Finding the Right Format
We recommend the following approach for writing an effective project charter –
- Find out if your organization uses a standard charter template. If so, get a copy. Also consider asking around the organization for previously-approved charters – this will help you understand what a successful charter looks like in your organization.
- If your organization does not use a standard template, consider introducing one. The Excel template below is a great starting point. Review the template with the customer and/or stakeholders ahead of time, and ask for their feedback.
- Identify the key individuals who can help you with the charter. For example, you may need input from someone in finance when it comes to the project’s financial justification, or maybe a subcontractor quote is needed for estimating the total cost and timing for a critical piece of the project.

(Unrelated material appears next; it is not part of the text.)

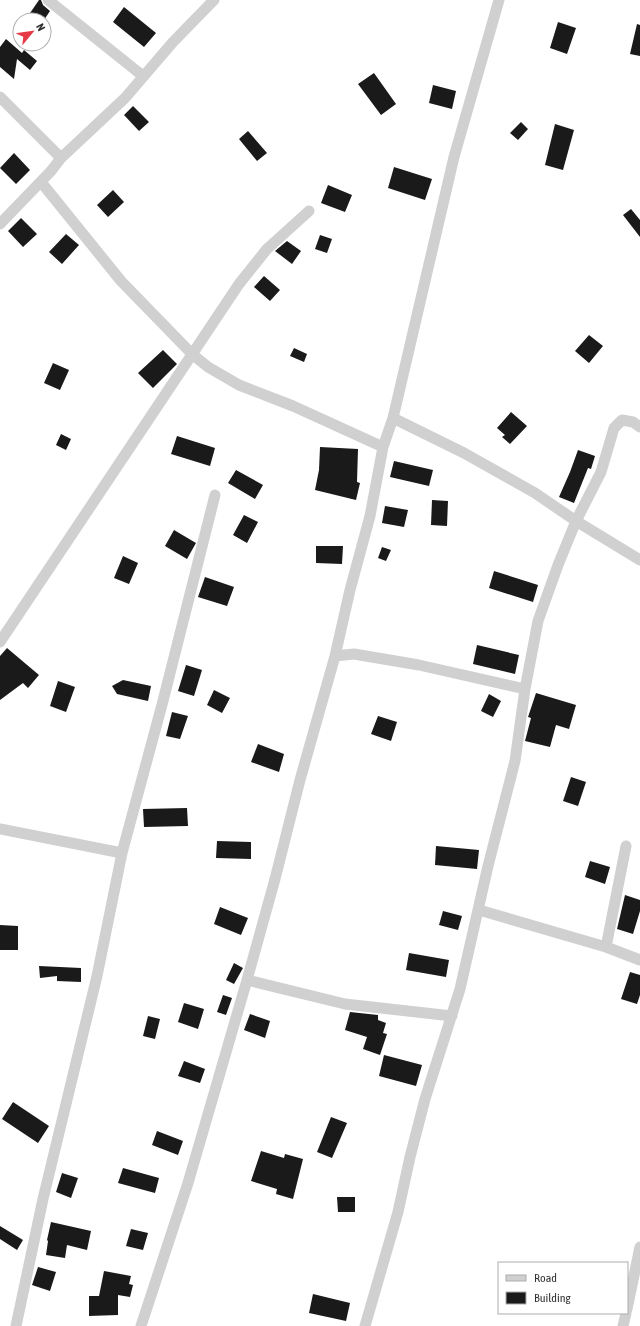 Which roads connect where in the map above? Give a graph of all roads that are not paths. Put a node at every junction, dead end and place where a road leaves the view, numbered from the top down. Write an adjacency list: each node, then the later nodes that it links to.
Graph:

- Touch base with your customer and/or stakeholders, and ensure that their needs are being addressed in the charter. For example, an engineering leader may have concerns about a risky new technology that a successful project outcome depends on. Listing the applicable risks on the charter document will not only put the engineering leader’s mind at ease (making for a much smoother approval meeting), but will also communicate the risk level to the customer and/or stakeholders, preventing unwanted surprises later in the project.
Project Charter Example and Template
Here is an effective project charter completed in Microsoft Excel (file link). You can update this format to include your company logo, etc.
No matter which charter template you choose, there are a few things that just about all charters have in common:
Most, if not all charters contain a clear, concise business case. This is a good time to imagine yourself as the business owner or CEO, and think about what’s really important. In this example, a project team will recruit a new organization for a consumer and industrial products manufacturer. The new organization will ensure that product ideas are proven out with consumers before substantial capital and other resources are committed to the product. Here is the business case wording –
“End-user feedback is essential early in the product design process, before designs are finalized and investments are made in tooling and equipment. This project will implement the End-User Feedback Team – a new organization that will (1) gather end-user product preferences prior to prototyping, (2) solicit feedback on prototypes, and (3) conduct field testing with engineering-build products (prior to production tooling).”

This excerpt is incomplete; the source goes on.